Cinzia Mammoliti, I serial killer dell’anima
I ragazzi che avevo frequentato prima erano molto meno maturi, grezzi, pessimi conversatori e ascoltatori anche peggiori. Lui era diverso.
Nella foga della conversazione mi aveva colpita la sua educazione. Continuava a scusarsi gentilmente quando gli capitava di interrompermi ed era molto discreto nell’investigare sul mio passato. Prima di scendere dalla macchina mi sollevò delicatamente il mento per darmi un lunghissimo e dolcissimo bacio. Da allora non ci staccammo più.

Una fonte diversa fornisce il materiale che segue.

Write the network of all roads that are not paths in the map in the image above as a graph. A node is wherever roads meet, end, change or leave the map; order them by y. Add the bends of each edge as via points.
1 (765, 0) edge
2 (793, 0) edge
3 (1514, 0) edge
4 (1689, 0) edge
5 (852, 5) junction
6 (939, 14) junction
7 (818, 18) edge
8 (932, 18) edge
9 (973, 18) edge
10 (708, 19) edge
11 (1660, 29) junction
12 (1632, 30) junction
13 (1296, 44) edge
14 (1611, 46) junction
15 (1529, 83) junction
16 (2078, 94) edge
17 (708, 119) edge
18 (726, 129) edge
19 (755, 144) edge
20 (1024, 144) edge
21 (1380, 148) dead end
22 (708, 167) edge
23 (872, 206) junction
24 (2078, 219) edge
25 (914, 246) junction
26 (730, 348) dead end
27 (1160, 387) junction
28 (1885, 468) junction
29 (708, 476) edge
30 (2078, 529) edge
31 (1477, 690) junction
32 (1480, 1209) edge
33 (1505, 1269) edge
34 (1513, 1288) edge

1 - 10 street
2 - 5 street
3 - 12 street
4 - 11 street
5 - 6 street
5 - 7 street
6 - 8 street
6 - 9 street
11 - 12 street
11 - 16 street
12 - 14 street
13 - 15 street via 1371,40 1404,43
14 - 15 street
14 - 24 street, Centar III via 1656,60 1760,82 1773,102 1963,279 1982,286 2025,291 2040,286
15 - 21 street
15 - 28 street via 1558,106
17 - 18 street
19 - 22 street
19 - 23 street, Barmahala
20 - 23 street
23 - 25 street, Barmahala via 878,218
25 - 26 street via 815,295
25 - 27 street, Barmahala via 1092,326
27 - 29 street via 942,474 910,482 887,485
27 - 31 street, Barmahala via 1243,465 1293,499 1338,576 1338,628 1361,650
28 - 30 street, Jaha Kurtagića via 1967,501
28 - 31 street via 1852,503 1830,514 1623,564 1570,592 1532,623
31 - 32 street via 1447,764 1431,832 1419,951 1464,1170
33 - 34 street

Mi cercò il giorno dopo, poi il successivo e quelli a venire, e ogni telefonata o incontro con lui si rivelavano un concentrato di momenti meravigliosi e indimenticabili. Ho sempre avuto un carattere molto forte, fin da bambina, quindi era difficile per me non prevaricare gli altri, ma lui sapeva prendermi in una maniera particolare. Bloccava la mia irruenza con dolcezza, mi faceva dimenticare la mia aggressività e riusciva ogni volta a farmi ragionare portandomi a considerare ogni punto di vista possibile per non imporre con prepotenza le mie posizioni. Ci frequentavamo come coppia da circa tre mesi, quando mi propose di andare a conoscere i suoi genitori.

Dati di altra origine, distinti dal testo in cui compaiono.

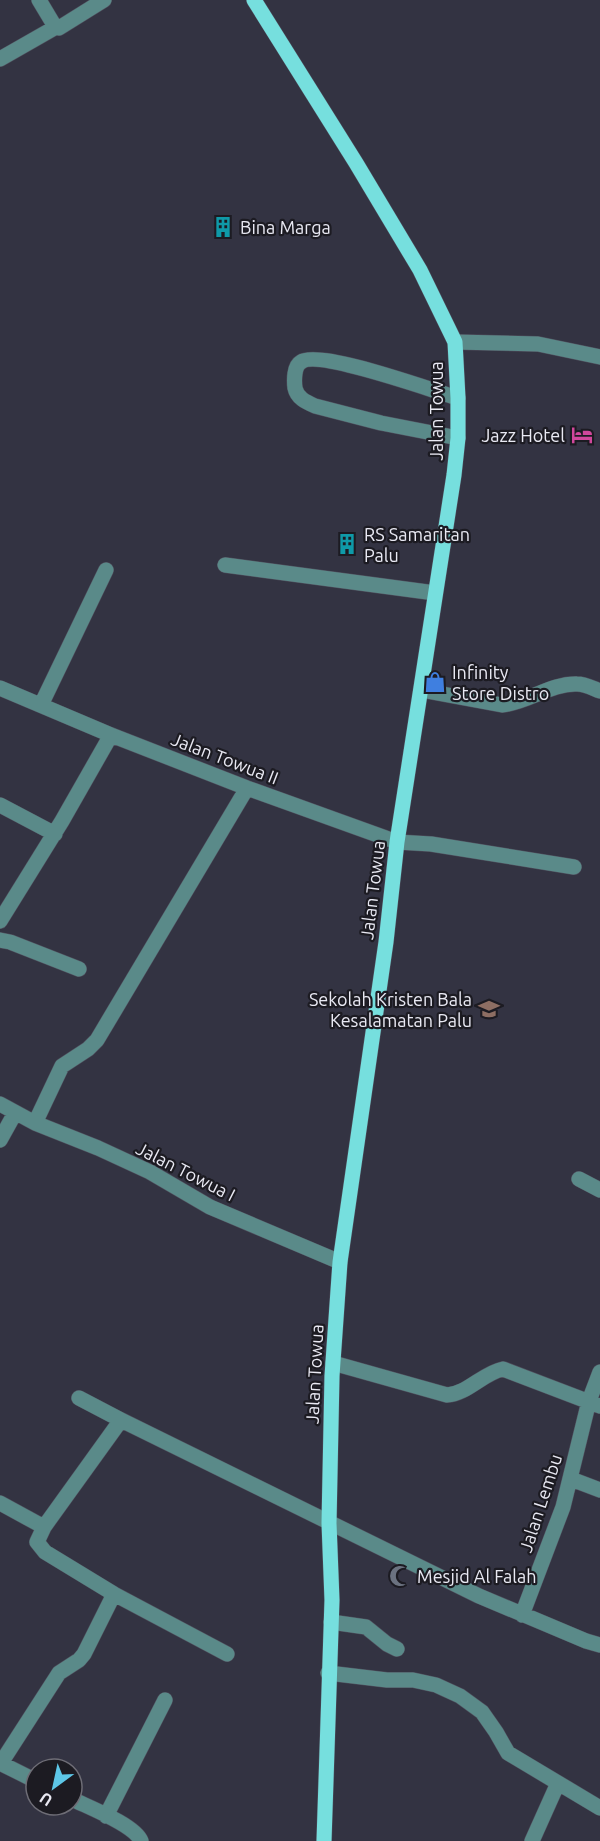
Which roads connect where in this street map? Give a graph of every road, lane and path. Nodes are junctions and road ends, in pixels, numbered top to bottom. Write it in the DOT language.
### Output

Erao un po’ emozionata e il passo mi sembrava effettivamente un po’ prematuro, ma era tale l’entusiasmo di aver incontrato l’uomo della mia vita che decisi di non assecondare i miei timori ed entrare maggiormente nella sua vita, tanto più che avevo deciso che sarebbe stato il mio compagno definitivo.

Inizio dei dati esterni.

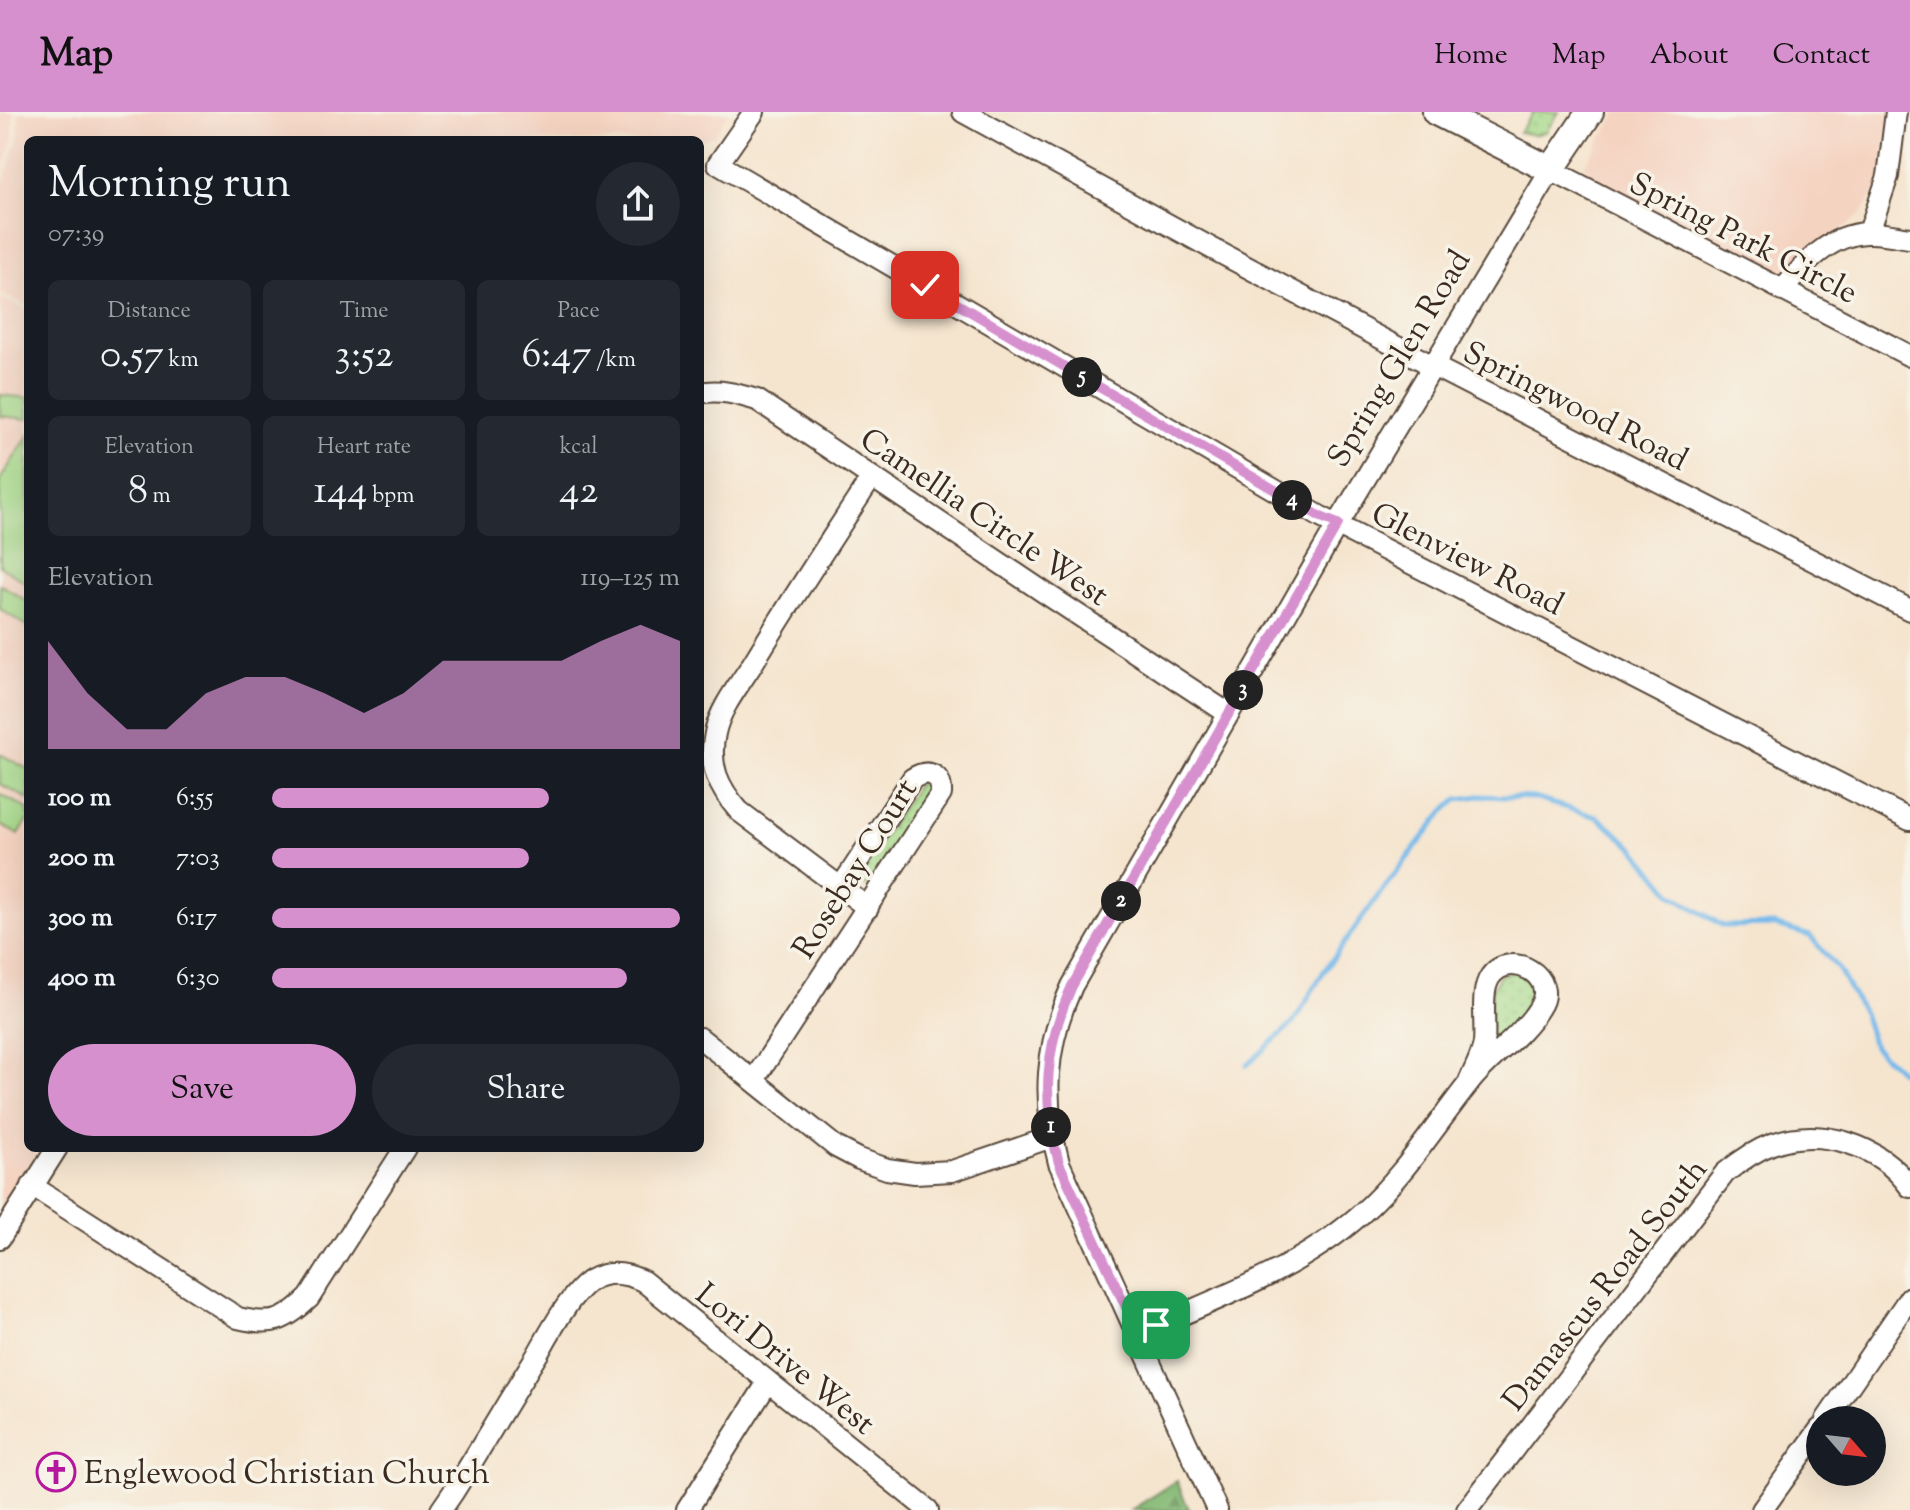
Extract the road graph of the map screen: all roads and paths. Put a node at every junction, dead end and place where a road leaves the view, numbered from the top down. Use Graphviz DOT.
graph roads {
  1 [pos="754,112"];
  2 [pos="963,112"];
  3 [pos="1436,112"];
  4 [pos="1590,112"];
  5 [pos="1896,112"];
  6 [pos="1551,170"];
  7 [pos="1869,232"];
  8 [pos="1910,238"];
  9 [pos="1782,291"];
  10 [pos="1910,356"];
  11 [pos="1433,366"];
  12 [pos="704,392"];
  13 [pos="872,477"];
  14 [pos="1338,524"];
  15 [pos="1910,610"];
  16 [pos="1229,714"];
  17 [pos="1910,820"];
  18 [pos="841,887"];
  19 [pos="868,908"];
  20 [pos="704,1041"];
  21 [pos="754,1080"];
  22 [pos="1469,1082"];
  23 [pos="1052,1137"];
  24 [pos="54,1152"];
  25 [pos="402,1152"];
  26 [pos="32,1186"];
  27 [pos="1910,1187"];
  28 [pos="0,1238"];
  29 [pos="1910,1297"];
  30 [pos="1138,1333"];
  31 [pos="768,1382"];
  32 [pos="1836,1406"];
  33 [pos="1806,1449"];
  34 [pos="441,1510"];
  35 [pos="687,1510"];
  36 [pos="928,1510"];
  37 [pos="1217,1510"];
  38 [pos="1467,1510"];
  39 [pos="1762,1510"];
  1 -- 14 [label="street, Glenview Road"];
  2 -- 11 [label="street, Springwood Road"];
  3 -- 6 [label="main road"];
  4 -- 6 [label="main road, Spring Glen Road"];
  5 -- 7 [label="street"];
  6 -- 9 [label="street, Spring Park Circle"];
  6 -- 11 [label="street, Spring Glen Road"];
  7 -- 8 [label="street"];
  7 -- 9 [label="street"];
  9 -- 10 [label="street, Spring Park Circle"];
  11 -- 14 [label="street, Spring Glen Road"];
  11 -- 15 [label="street, Springwood Road"];
  12 -- 13 [label="street, Camellia Circle West"];
  13 -- 16 [label="street, Camellia Circle West"];
  13 -- 18 [label="street"];
  14 -- 16 [label="street, Spring Glen Road"];
  14 -- 17 [label="street, Glenview Road"];
  16 -- 23 [label="street, Spring Glen Road"];
  18 -- 19 [label="street"];
  18 -- 19 [label="street, Rosebay Court"];
  19 -- 21 [label="street, Rosebay Court"];
  20 -- 21 [label="street"];
  21 -- 23 [label="street"];
  22 -- 22 [label="street"];
  22 -- 30 [label="street"];
  23 -- 30 [label="street, Spring Glen Road"];
  24 -- 26 [label="street"];
  25 -- 26 [label="street"];
  26 -- 28 [label="street"];
  27 -- 38 [label="street, Damascus Road South"];
  29 -- 32 [label="street"];
  30 -- 37 [label="street, Spring Glen Road"];
  31 -- 34 [label="street, Lori Drive West"];
  31 -- 35 [label="street"];
  31 -- 36 [label="street, Lori Drive West"];
  33 -- 39 [label="street"];
}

I suoi ci aspettavano a pranzo una domenica di aprile. Avevamo riso molto insieme fantasticando su quell’appuntamento. La storia con l’ultima donna che aveva portato da loro risaliva a più di dieci anni prima e anche lui, come me, da allora non aveva avuto relazioni particolarmente significative.
Non si trattò, però, di una bella sorpresa.
Mi immaginavo due persone simili a S., invece mi si presentò davanti una donnina molto minuta e col visto dall’espressione provata, una depressa a prima vista. Il padre, invece, era un uomo rozzo e corpulento decisamente burbero. Mi aspettavo in effetti un’accoglienza più calorosa e cercai di interagire come meglio potevo in un contesto che trovavo imbarazzante per il silenzio di tomba con cui eravamo stati ricevuti. Ma la sorpresa peggiore doveva ancora arrivare. Dopo aver sostenuto quella spiacevole situazione per neanche mezzora, S. si trasformò letteralmente sotto i miei occhi e con fare sprezzante e maleducato iniziò a inveire contro entrambi i genitori.
«Certo che fate schifo», esordì. «Vi porto a casa la mia donna e anziché far festa dato che mi accusate di non prendere mai le cose sul serio sembrate parati a lutto». Il tramezzino che mi ave[vano servito come antipasto mi si bloccò in gola.]
I serial killer dell’anima
Il libro (dal sito della casa editrice): Chi sono i serial killer dell’anima? Come agiscono? Perché certi uomini si presentano in un modo e poi si rivelano completamente diversi? Cosa induce molte donne a farsi maltrattare? Perché a fronte di molestie, umiliazioni e vessazioni costanti anziché fuggire rimangono accanto al loro persecutore?
Spesso il crimine non viene neppure denunciato perché compiuto proprio dalle persone che più si amano e che si sentono così autorizzate a continuare a delinquere nel silenzio di chi viene abusato.
Il più delle volte infatti le vittime non prendono in considerazione le proprie esigenze e i propri diritti, ma consentono al manipolatore di molestarle, opprimerle, umiliarle. Paure e sensi di colpa inutili concorrono poi a peggiorare la situazione, e la vittima cade in relazioni dolorose e destabilizzanti dalle quali liberarsi rappresenta, a volte, un’impresa titanica.
Questa guida affronta con stile chiaro e diretto un argomento ancora poco dibattuto in Italia, fornendo gli strumenti per combattere la violenza psicologica.